Phase 1: DATAGRAM Hot Path Cleanup

Status: partially complete; continue.

Deliverables:

  • Replace decode_quic_udp_payload returning (session_id, Vec<u8>) with a borrowed decode result for the QUIC receive path.
  • Push owned Vec allocation to the exact boundary that requires ownership, not at frame parse time.
  • Use the borrowed application-frame parser on the client application packet path so DATAGRAM frames do not allocate in quic-core::parse_frames before being copied to the final owner.
  • Evaluate bytes::Bytes / BytesMut for UDP payload handoff to reduce copies through channels.
  • Pre-allocate reusable packet buffers for DATAGRAM frame assembly on both client and server.
  • Keep DATAGRAM frame batching MTU-aware: coalesce only small UDP payloads that fit the packet budget.

Acceptance:

  • 1G / 1150B remains stable below 1% loss.
  • 1.5G / 1150B improves over the current about 1.33G receiver or reduces loss at the same receiver rate.
  • cargo test -p nexus-agent quic::tests --lib and cargo test -p quic-core pass.

Rollback condition:

  • Any buffer reuse that introduces lifetime complexity or data corruption is reverted unless it gives a clear measured win.

Phase 2: ACK and Packet-Number Accounting

Status: started.

Deliverables:

  • Keep DATAGRAM-only ACK decimation separate from STREAM ACK policy.
  • Replace BTreeSet received packet tracking in the high-rate application path with a compact range set or ring window.
  • Add explicit upper bound for ACK range count in DATAGRAM-only ACK frames.
  • Avoid building large ACK frames for old DATAGRAM packet numbers that no longer affect recovery.
  • Make ACK delay configurable per profile:
    • low-latency UDP profile.
    • high-throughput L3 tunnel profile.

Acceptance:

  • ACK CPU and ACK packet rate stay bounded during 2G target tests.
  • No regression in STREAM recovery tests.
  • 1G / 1150B remains stable; 1.5G / 1150B loss decreases.

Rollback condition:

  • If reduced ACK information causes packet-number recovery bugs for STREAM, gate the optimization behind DATAGRAM-only frame classification.
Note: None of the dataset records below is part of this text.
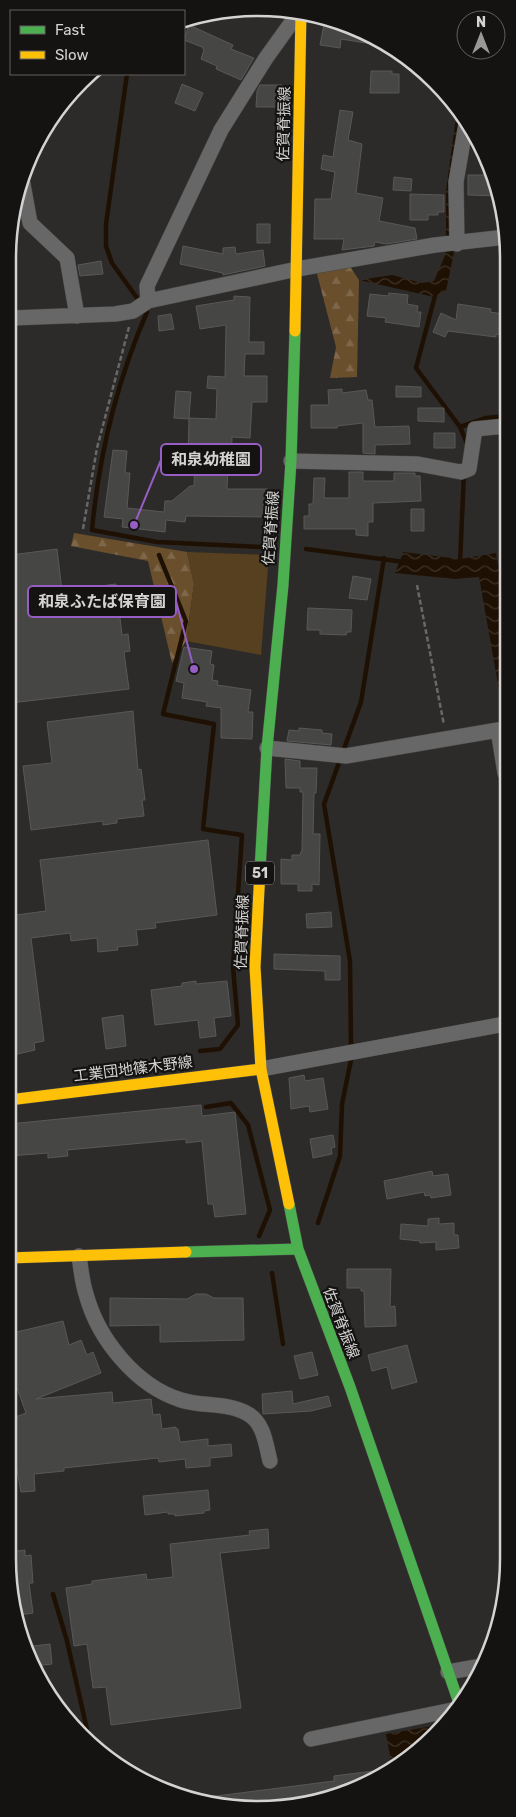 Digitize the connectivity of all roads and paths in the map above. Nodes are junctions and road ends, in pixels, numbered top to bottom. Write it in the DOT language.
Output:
graph roads {
  1 [pos="295,19"];
  2 [pos="300,20"];
  3 [pos="464,133"];
  4 [pos="25,193"];
  5 [pos="499,238"];
  6 [pos="457,244"];
  7 [pos="297,269"];
  8 [pos="148,301"];
  9 [pos="133,311"];
  10 [pos="78,316"];
  11 [pos="16,318"];
  12 [pos="500,427"];
  13 [pos="291,461"];
  14 [pos="83,529"];
  15 [pos="417,585"];
  16 [pos="447,738"];
  17 [pos="500,742"];
  18 [pos="266,748"];
  19 [pos="500,1025"];
  20 [pos="261,1068"];
  21 [pos="16,1099"];
  22 [pos="298,1249"];
  23 [pos="79,1256"];
  24 [pos="16,1258"];
  25 [pos="270,1461"];
  26 [pos="474,1667"];
  27 [pos="448,1672"];
  28 [pos="457,1696"];
  29 [pos="446,1711"];
  30 [pos="311,1739"];
  1 -- 8 [label="street"];
  2 -- 7 [label="main road, 佐賀脊振線 / 51"];
  3 -- 6 [label="street"];
  4 -- 10 [label="street"];
  5 -- 6 [label="street"];
  6 -- 7 [label="street"];
  7 -- 8 [label="street"];
  7 -- 13 [label="main road, 佐賀脊振線 / 51"];
  8 -- 9 [label="street"];
  9 -- 10 [label="street"];
  9 -- 14 [label="path"];
  10 -- 11 [label="street"];
  12 -- 13 [label="street"];
  13 -- 18 [label="main road, 佐賀脊振線 / 51"];
  15 -- 16 [label="path"];
  16 -- 17 [label="street"];
  16 -- 18 [label="street"];
  18 -- 20 [label="main road, 佐賀脊振線 / 51"];
  19 -- 20 [label="street"];
  20 -- 21 [label="main road, 工業団地篠木野線"];
  20 -- 22 [label="main road, 佐賀脊振線 / 51"];
  22 -- 23 [label="main road"];
  22 -- 27 [label="main road, 佐賀脊振線 / 51"];
  23 -- 24 [label="main road"];
  23 -- 25 [label="street"];
  26 -- 27 [label="street"];
  27 -- 28 [label="main road, 佐賀脊振線 / 51"];
  29 -- 30 [label="street"];
} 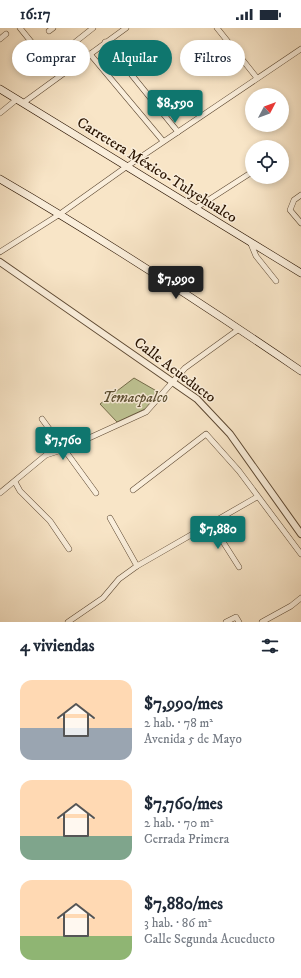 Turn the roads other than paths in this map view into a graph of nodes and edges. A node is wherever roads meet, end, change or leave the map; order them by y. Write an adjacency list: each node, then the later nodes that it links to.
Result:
1 (20, 28): 7 (street)
2 (93, 28): 8 (street)
3 (126, 28): 9 (street)
4 (217, 28): 15 (street)
5 (6, 34): 6 (street)
6 (0, 39)
7 (30, 40)
8 (78, 40)
9 (108, 40)
10 (98, 48): 12 (street)
11 (301, 49): 15 (street)
12 (90, 54): 20 (street)
13 (59, 76): 17 (street)
14 (133, 76): 19 (street)
15 (257, 78): 19 (street)
16 (0, 89): 17 (main road, Carretera México-Tulyehualco)
17 (20, 101): 18 (street); 21 (main road, Carretera México-Tulyehualco)
18 (0, 112)
19 (178, 132): 20 (street)
20 (163, 141): 21 (street)
21 (126, 167): 25 (main road, Carretera México-Tulyehualco); 26 (street)
22 (245, 176): 25 (street)
23 (0, 179): 26 (main road)
24 (301, 195): 27 (street)
25 (196, 208): 28 (main road, Carretera México-Tulyehualco)
26 (60, 214): 29 (street); 33 (main road)
27 (301, 223)
28 (251, 244): 31 (main road, Carretera México-Tulyehualco); 32 (street)
29 (0, 252)
30 (0, 262): 35 (street, Calle Acueducto)
31 (301, 273)
32 (276, 281)
33 (239, 329): 34 (main road); 35 (street)
34 (301, 371)
35 (173, 381): 37 (street); 45 (street, Calle Acueducto)
36 (42, 419): 37 (street)
37 (65, 449): 38 (street); 41 (street)
38 (15, 482): 40 (street); 46 (street)
39 (133, 490): 42 (street)
40 (0, 493)
41 (96, 493)
42 (257, 497): 44 (street); 47 (street)
43 (110, 518): 48 (street)
44 (211, 523): 48 (street); 49 (street)
45 (301, 534)
46 (69, 549)
47 (301, 554)
48 (137, 566): 51 (street)
49 (239, 568)
50 (301, 598): 54 (street)
51 (68, 622)
52 (226, 622): 53 (street)
53 (239, 622)
54 (262, 622) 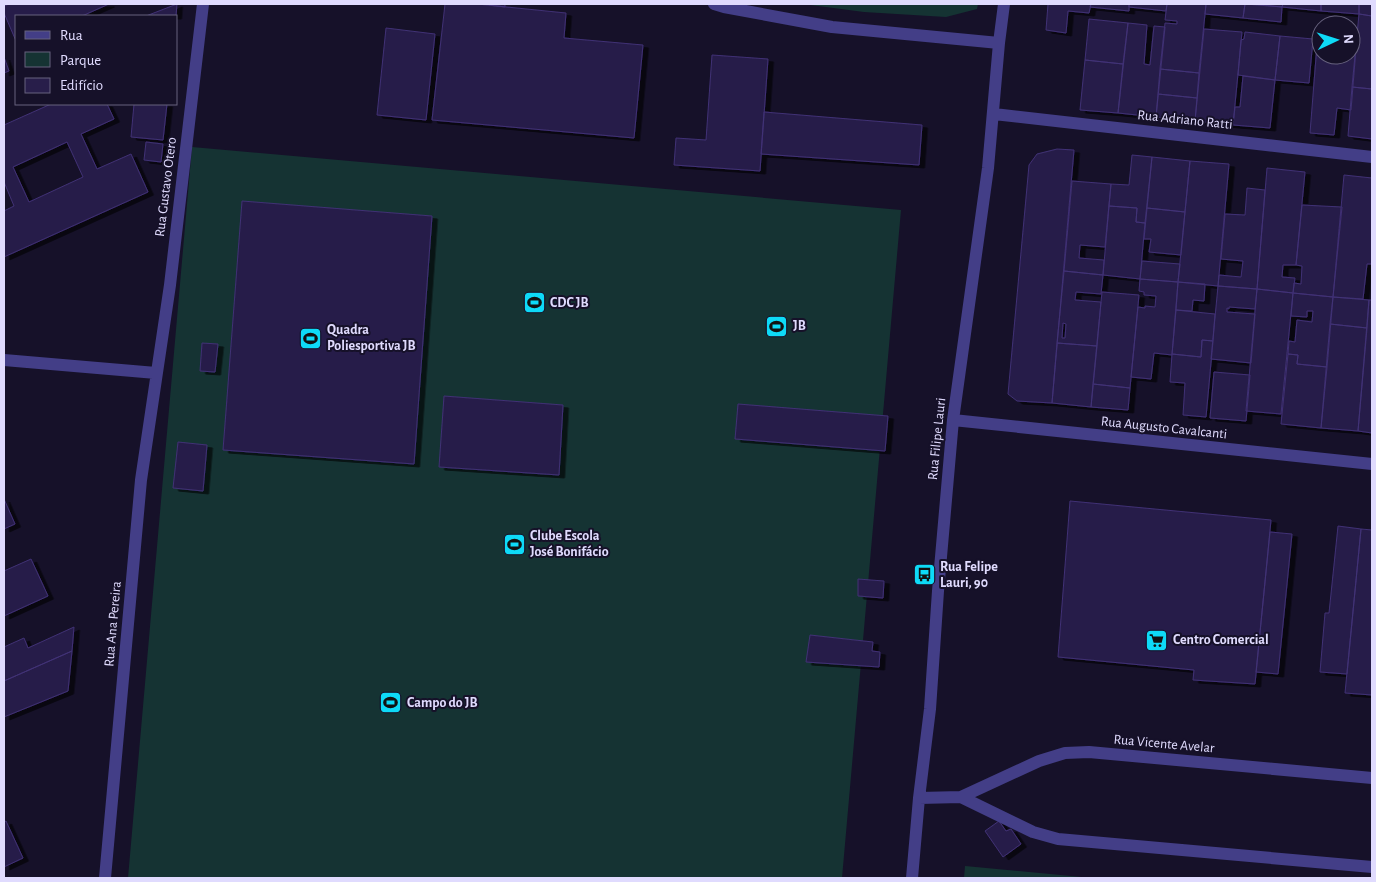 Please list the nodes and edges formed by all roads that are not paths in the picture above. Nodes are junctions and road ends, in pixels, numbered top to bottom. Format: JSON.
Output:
{"nodes":[{"id":1,"x":202,"y":4,"type":"edge"},
{"id":2,"x":714,"y":4,"type":"edge"},
{"id":3,"x":1004,"y":4,"type":"edge"},
{"id":4,"x":999,"y":43,"type":"junction"},
{"id":5,"x":994,"y":114,"type":"junction"},
{"id":6,"x":1372,"y":157,"type":"edge"},
{"id":7,"x":4,"y":360,"type":"edge"},
{"id":8,"x":156,"y":374,"type":"junction"},
{"id":9,"x":954,"y":420,"type":"junction"},
{"id":10,"x":1372,"y":464,"type":"edge"},
{"id":11,"x":1372,"y":778,"type":"edge"},
{"id":12,"x":961,"y":797,"type":"junction"},
{"id":13,"x":919,"y":798,"type":"junction"},
{"id":14,"x":1372,"y":867,"type":"edge"},
{"id":15,"x":105,"y":878,"type":"edge"},
{"id":16,"x":912,"y":878,"type":"edge"}],
"edges":[{"from":1,"to":8,"type":"street","name":"Rua Gustavo Otero"},
{"from":2,"to":4,"type":"street"},
{"from":3,"to":4,"type":"street","name":"Rua Filipe Lauri"},
{"from":4,"to":5,"type":"street","name":"Rua Filipe Lauri"},
{"from":5,"to":6,"type":"street","name":"Rua Adriano Ratti"},
{"from":5,"to":9,"type":"street","name":"Rua Filipe Lauri"},
{"from":7,"to":8,"type":"street"},
{"from":8,"to":15,"type":"street","name":"Rua Ana Pereira"},
{"from":9,"to":10,"type":"street","name":"Rua Augusto Cavalcanti"},
{"from":9,"to":13,"type":"street","name":"Rua Filipe Lauri"},
{"from":11,"to":12,"type":"street","name":"Rua Vicente Avelar"},
{"from":12,"to":13,"type":"street","name":"Rua Vicente Avelar"},
{"from":12,"to":14,"type":"street","name":"Rua Vicente Avelar"},
{"from":13,"to":16,"type":"street","name":"Rua Filipe Lauri"}]}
Phase 3: Dedicated DATAGRAM Session Actor

Status: planned.

Problem:

The current path still has general-purpose forwarding structure inherited from TCP/STREAM work. DATAGRAM needs a packet-rate-oriented actor with bounded queues and batch flush semantics.

Deliverables:

  • Add a QuicDatagramRelay actor per peer or per upstream profile.
  • It owns:
    • one QUIC client session or connection pool.
    • UDP session-id map.
    • inbound batch queue.
    • outbound batch queue.
    • periodic ACK flush and maintenance timer.
  • Use bounded channels or ring buffers instead of unbounded per-packet channels.
  • Add clear backpressure policy:
    • drop newest.
    • drop oldest.
    • per-session quota.
    • optional priority for control packets.

Acceptance:

  • Queue depth counters stay bounded at 1.5G target.
  • Packet drops are intentional and counted, not hidden in socket errors.
  • 1G remains stable and 1.5G improves in loss or throughput.

Rollback condition:

  • If actor separation adds extra task hops without batching benefit, collapse it back into the current loop and keep only the queue/counter pieces.

Phase 4: Multi-Session and Connection Striping

Status: planned.

Problem:

A single QUIC connection has one packet-number space and one serialized session state. For UDP/L3 throughput, aggregate capacity can scale better by striping across multiple QUIC REALITY connections.

Deliverables:

  • Add a QUIC REALITY DATAGRAM pool with N connections per peer.
  • Flow-hash UDP sessions to a stable connection:
    • 5-tuple for UDP proxy mode where available.
    • session-id for current UDP session proxy.
    • IP flow hash for future L3 tunnel mode.
  • Start with configurable datagram_connection_count.
  • Keep each UDP flow ordered within its assigned connection.
  • Add config surface in agent/backend/frontend for a high-throughput DATAGRAM profile.

Acceptance:

  • Aggregate local receiver throughput reaches 2G+ with multiple UDP sessions.
  • Per-flow ordering is preserved within a connection.
  • A single UDP session still works without striping.

Rollback condition:

  • If striping breaks NAT/session semantics, keep it opt-in for L3 tunnel mode first.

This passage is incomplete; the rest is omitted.